TASK:
Copy out each line below that has the word "down" in it.

STUDY MATERIAL:
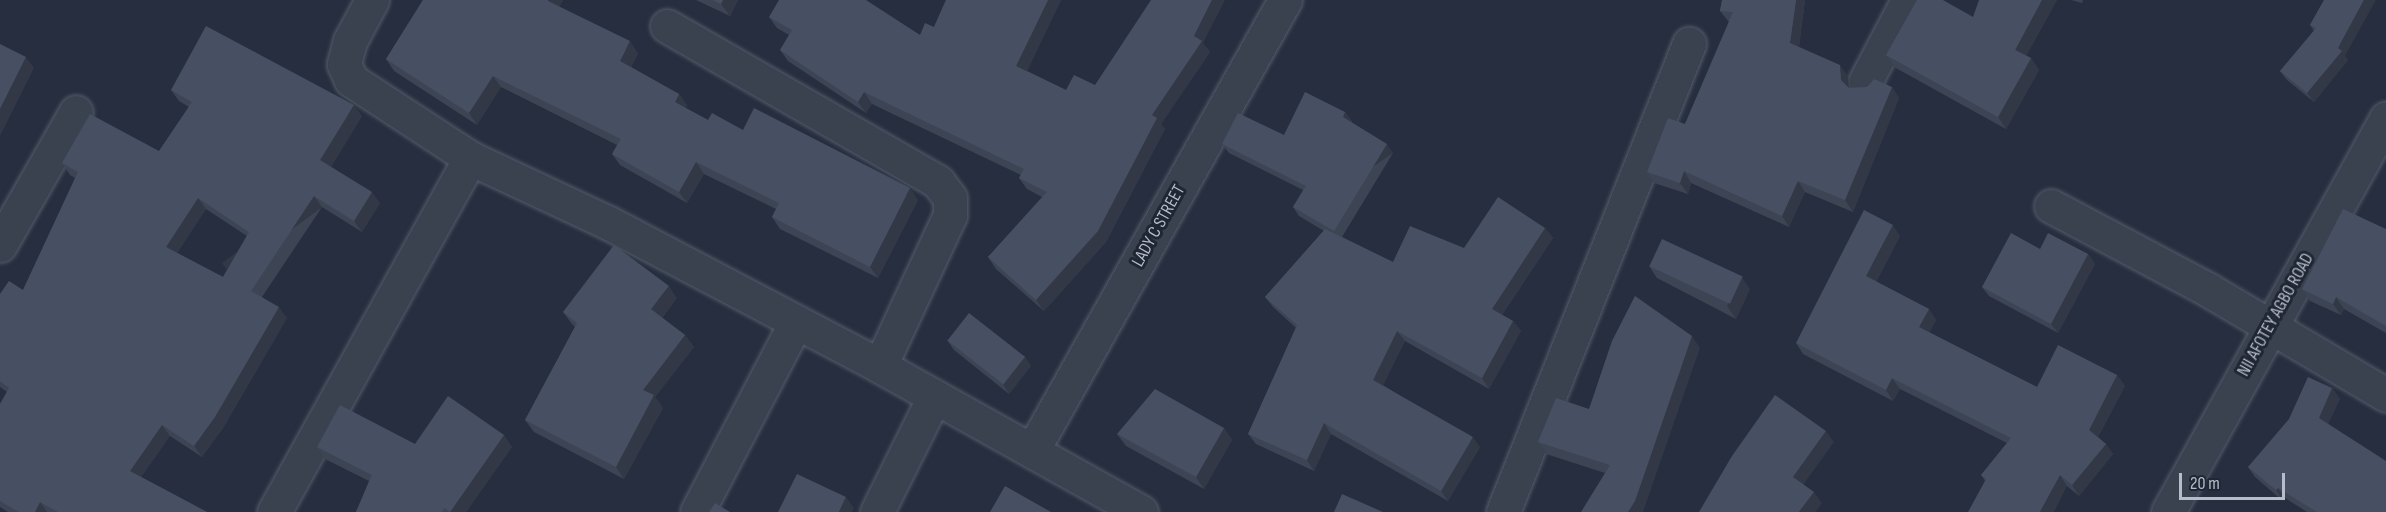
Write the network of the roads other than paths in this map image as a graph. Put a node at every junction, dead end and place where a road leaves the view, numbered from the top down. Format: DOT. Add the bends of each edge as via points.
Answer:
graph roads {
  1 [pos="372,0"];
  2 [pos="1285,0"];
  3 [pos="1908,0"];
  4 [pos="667,26"];
  5 [pos="1689,44"];
  6 [pos="1865,82"];
  7 [pos="76,112"];
  8 [pos="2386,118"];
  9 [pos="470,158"];
  10 [pos="2051,206"];
  11 [pos="0,245"];
  12 [pos="796,322"];
  13 [pos="2270,325"];
  14 [pos="880,366"];
  15 [pos="2386,395"];
  16 [pos="934,397"];
  17 [pos="1032,451"];
  18 [pos="274,512"];
  19 [pos="697,512"];
  20 [pos="877,512"];
  21 [pos="1141,512"];
  22 [pos="1503,512"];
  23 [pos="2168,512"];
  1 -- 9 [label="street" via="350,41 345,64 351,80"];
  2 -- 17 [label="street, LADY C STREET"];
  3 -- 6 [label="street"];
  4 -- 14 [label="street" via="938,182 950,198 950,215"];
  5 -- 22 [label="street"];
  7 -- 11 [label="street"];
  8 -- 13 [label="street, NII AFOTEY AGBO ROAD"];
  9 -- 12 [label="street" via="609,223"];
  9 -- 18 [label="street"];
  10 -- 13 [label="street"];
  12 -- 14 [label="street"];
  12 -- 19 [label="street"];
  13 -- 15 [label="street"];
  13 -- 23 [label="street, NII AFOTEY AGBO ROAD"];
  14 -- 16 [label="street"];
  16 -- 17 [label="street"];
  16 -- 20 [label="street"];
  17 -- 21 [label="street"];
}
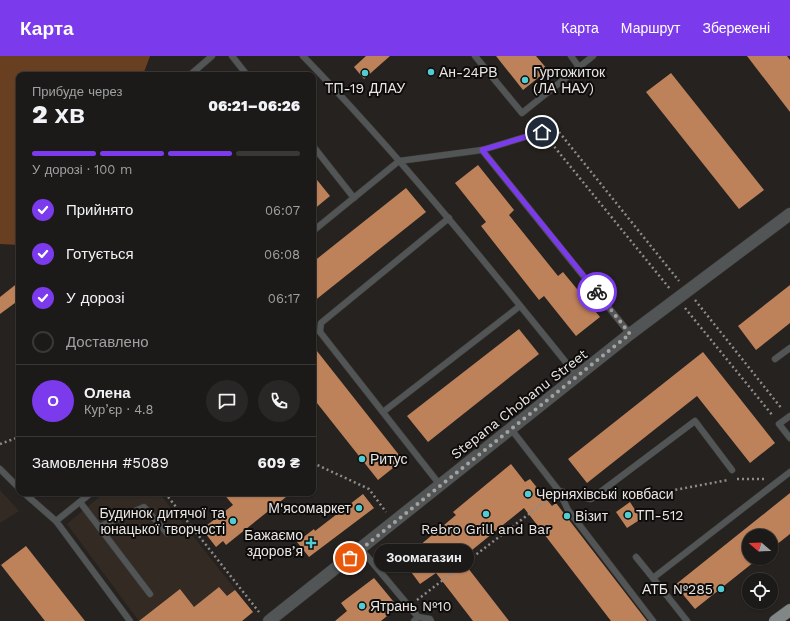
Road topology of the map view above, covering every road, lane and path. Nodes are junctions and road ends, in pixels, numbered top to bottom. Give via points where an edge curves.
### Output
1 (212, 56) edge
2 (232, 56) edge
3 (303, 56) edge
4 (474, 56) edge
5 (571, 56) edge
6 (593, 56) edge
7 (579, 67) junction
8 (193, 72) edge
9 (245, 72) edge
10 (552, 124) joint
11 (542, 132) junction
12 (316, 150) edge
13 (482, 150) junction
14 (399, 161) junction
15 (354, 198) junction
16 (790, 214) edge
17 (449, 218) junction
18 (316, 229) edge
19 (682, 295) junction
20 (520, 306) junction
21 (630, 334) junction
22 (790, 348) edge
23 (775, 359) dead end
24 (577, 376) junction
25 (383, 412) junction
26 (789, 416) edge
27 (779, 424) junction
28 (511, 429) junction
29 (16, 438) edge
30 (790, 438) edge
31 (0, 444) edge
32 (316, 464) edge
33 (0, 469) edge
34 (732, 470) dead end
35 (790, 472) edge
36 (781, 480) junction
37 (16, 485) edge
38 (440, 485) junction
39 (559, 491) junction
40 (27, 496) edge
41 (87, 496) edge
42 (167, 496) edge
43 (591, 499) junction
44 (80, 502) junction
45 (56, 521) junction
46 (394, 522) junction
47 (99, 527) junction
48 (167, 533) dead end
49 (361, 549) junction
50 (636, 557) dead end
51 (653, 578) junction
52 (150, 594) dead end
53 (409, 606) junction
54 (790, 610) edge
55 (265, 618) edge
56 (416, 619) edge
57 (130, 621) edge
58 (431, 621) edge
59 (653, 621) edge
60 (687, 621) edge
61 (775, 621) edge

1 - 8 lane
2 - 9 lane
3 - 14 lane via 359,114
4 - 7 lane via 522,113
5 - 7 lane
6 - 7 lane
10 - 11 lane
10 - 19 path
11 - 13 lane
11 - 19 path
12 - 15 lane
13 - 14 lane
13 - 21 lane
14 - 15 lane
14 - 17 lane
15 - 18 lane
16 - 19 street, Stepana Chobanu Street
17 - 20 lane
17 - 25 lane via 321,323 320,332
19 - 21 street, Stepana Chobanu Street
19 - 26 path
19 - 27 path
20 - 24 lane
20 - 25 lane
21 - 24 street, Stepana Chobanu Street
22 - 23 lane
24 - 28 street, Stepana Chobanu Street
25 - 38 lane
26 - 27 lane
27 - 30 lane
28 - 38 street, Stepana Chobanu Street
28 - 39 lane
29 - 31 path
32 - 46 path via 369,489
33 - 37 lane
34 - 43 lane via 695,421
35 - 36 lane
36 - 43 path via 751,478 637,497
36 - 51 lane
38 - 46 street, Stepana Chobanu Street
39 - 43 lane
39 - 53 path
39 - 59 lane via 568,510
40 - 45 lane
41 - 44 lane
42 - 55 path
44 - 45 lane
44 - 47 lane
45 - 57 lane
46 - 49 street, Stepana Chobanu Street
47 - 48 lane via 144,507
47 - 52 lane
49 - 53 lane
49 - 55 street, Stepana Chobanu Street
50 - 51 lane
51 - 60 lane
53 - 56 lane
54 - 61 main road
56 - 58 lane

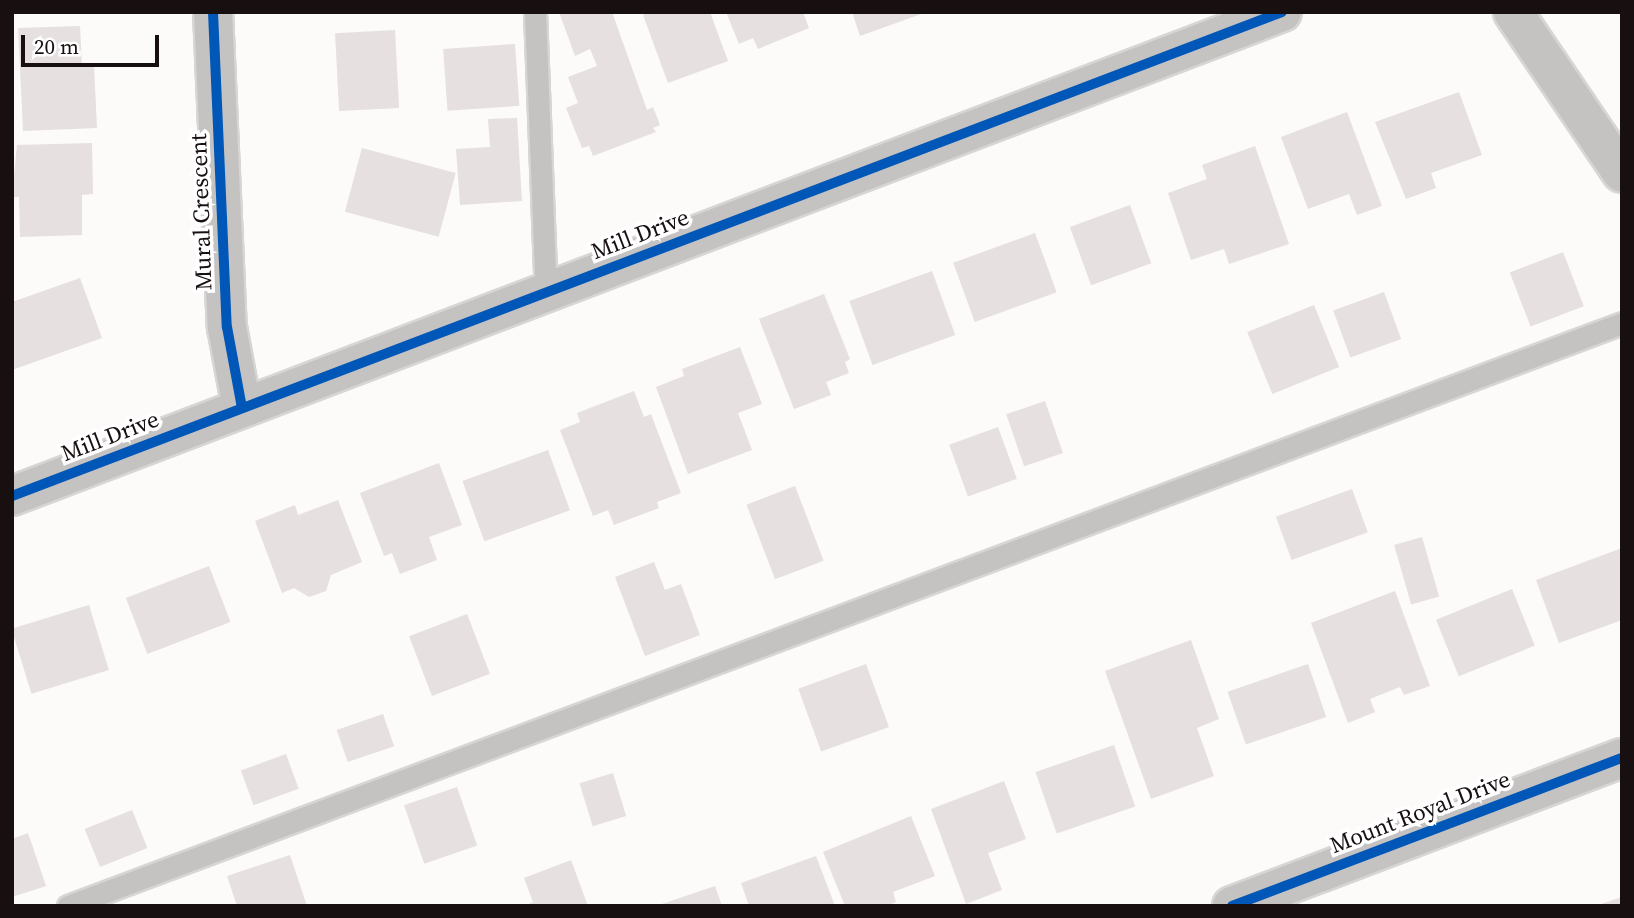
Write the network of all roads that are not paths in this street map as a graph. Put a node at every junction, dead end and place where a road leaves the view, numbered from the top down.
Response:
1 (213, 12) edge
2 (535, 12) edge
3 (1282, 12) edge
4 (1513, 12) edge
5 (1622, 173) edge
6 (546, 292) junction
7 (1622, 323) edge
8 (242, 408) junction
9 (12, 496) edge
10 (1622, 758) edge
11 (68, 906) edge
12 (1233, 906) edge

1 - 8 street, Mural Crescent
2 - 6 lane
3 - 6 street, Mill Drive
4 - 5 street
6 - 8 street, Mill Drive
7 - 11 lane
8 - 9 street, Mill Drive
10 - 12 street, Mount Royal Drive

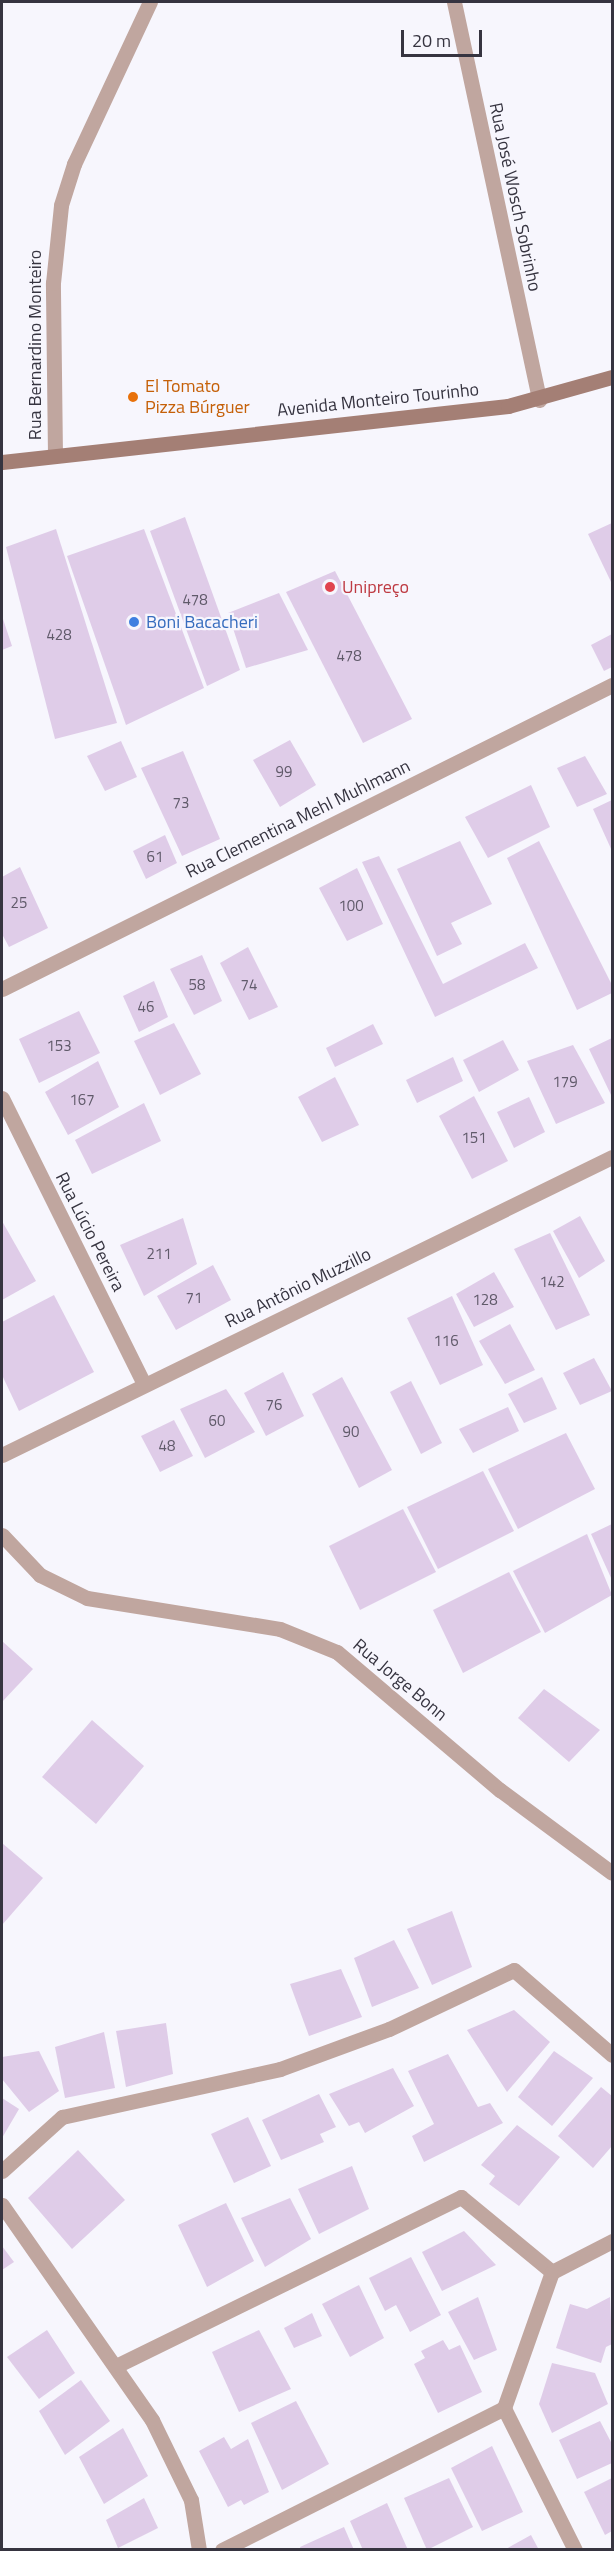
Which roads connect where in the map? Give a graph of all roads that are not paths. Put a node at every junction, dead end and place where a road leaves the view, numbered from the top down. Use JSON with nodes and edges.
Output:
{"nodes":[{"id":1,"x":150,"y":2,"type":"edge"},
{"id":2,"x":454,"y":2,"type":"edge"},
{"id":3,"x":612,"y":377,"type":"edge"},
{"id":4,"x":538,"y":400,"type":"junction"},
{"id":5,"x":55,"y":455,"type":"junction"},
{"id":6,"x":2,"y":462,"type":"edge"},
{"id":7,"x":612,"y":685,"type":"edge"},
{"id":8,"x":2,"y":988,"type":"edge"},
{"id":9,"x":2,"y":1098,"type":"edge"},
{"id":10,"x":612,"y":1157,"type":"edge"},
{"id":11,"x":144,"y":1384,"type":"junction"},
{"id":12,"x":2,"y":1455,"type":"edge"},
{"id":13,"x":2,"y":1535,"type":"edge"},
{"id":14,"x":612,"y":1873,"type":"edge"},
{"id":15,"x":612,"y":2055,"type":"edge"},
{"id":16,"x":2,"y":2171,"type":"edge"},
{"id":17,"x":2,"y":2205,"type":"edge"},
{"id":18,"x":612,"y":2241,"type":"edge"},
{"id":19,"x":552,"y":2272,"type":"junction"},
{"id":20,"x":118,"y":2365,"type":"junction"},
{"id":21,"x":504,"y":2408,"type":"junction"},
{"id":22,"x":199,"y":2550,"type":"edge"},
{"id":23,"x":222,"y":2550,"type":"edge"},
{"id":24,"x":575,"y":2550,"type":"edge"}],
"edges":[{"from":1,"to":5,"type":"street","name":"Rua Bernardino Monteiro"},
{"from":2,"to":4,"type":"street","name":"Rua José Wosch Sobrinho"},
{"from":3,"to":4,"type":"main road","name":"Avenida Monteiro Tourinho"},
{"from":4,"to":5,"type":"main road","name":"Avenida Monteiro Tourinho"},
{"from":5,"to":6,"type":"main road","name":"Avenida Monteiro Tourinho"},
{"from":7,"to":8,"type":"street","name":"Rua Clementina Mehl Muhlmann"},
{"from":9,"to":11,"type":"street","name":"Rua Lúcio Pereira"},
{"from":10,"to":11,"type":"street","name":"Rua Antônio Muzzillo"},
{"from":11,"to":12,"type":"street","name":"Rua Antônio Muzzillo"},
{"from":13,"to":14,"type":"street","name":"Rua Jorge Bonn"},
{"from":15,"to":16,"type":"street"},
{"from":17,"to":20,"type":"street"},
{"from":18,"to":19,"type":"street"},
{"from":19,"to":20,"type":"street"},
{"from":19,"to":21,"type":"street"},
{"from":20,"to":22,"type":"street"},
{"from":21,"to":23,"type":"street"},
{"from":21,"to":24,"type":"street"}]}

PROBLEM SOLUTION:
Write the network of the roads other than paths in this map image as a graph. Put a node at every junction, dead end and place where a road leaves the view, numbered from the top down. Format: DOT. Add the bends of each edge as via points.
Write the network of all roads that are not paths in this street map as a graph. Put a node at every junction, dead end and place where a road leaves the view, numbered from the top down.
Which roads connect where in the map? Give a graph of all roads that are not paths. Put a node at every junction, dead end and place where a road leaves the view, numbered from the top down. Use JSON with nodes and edges.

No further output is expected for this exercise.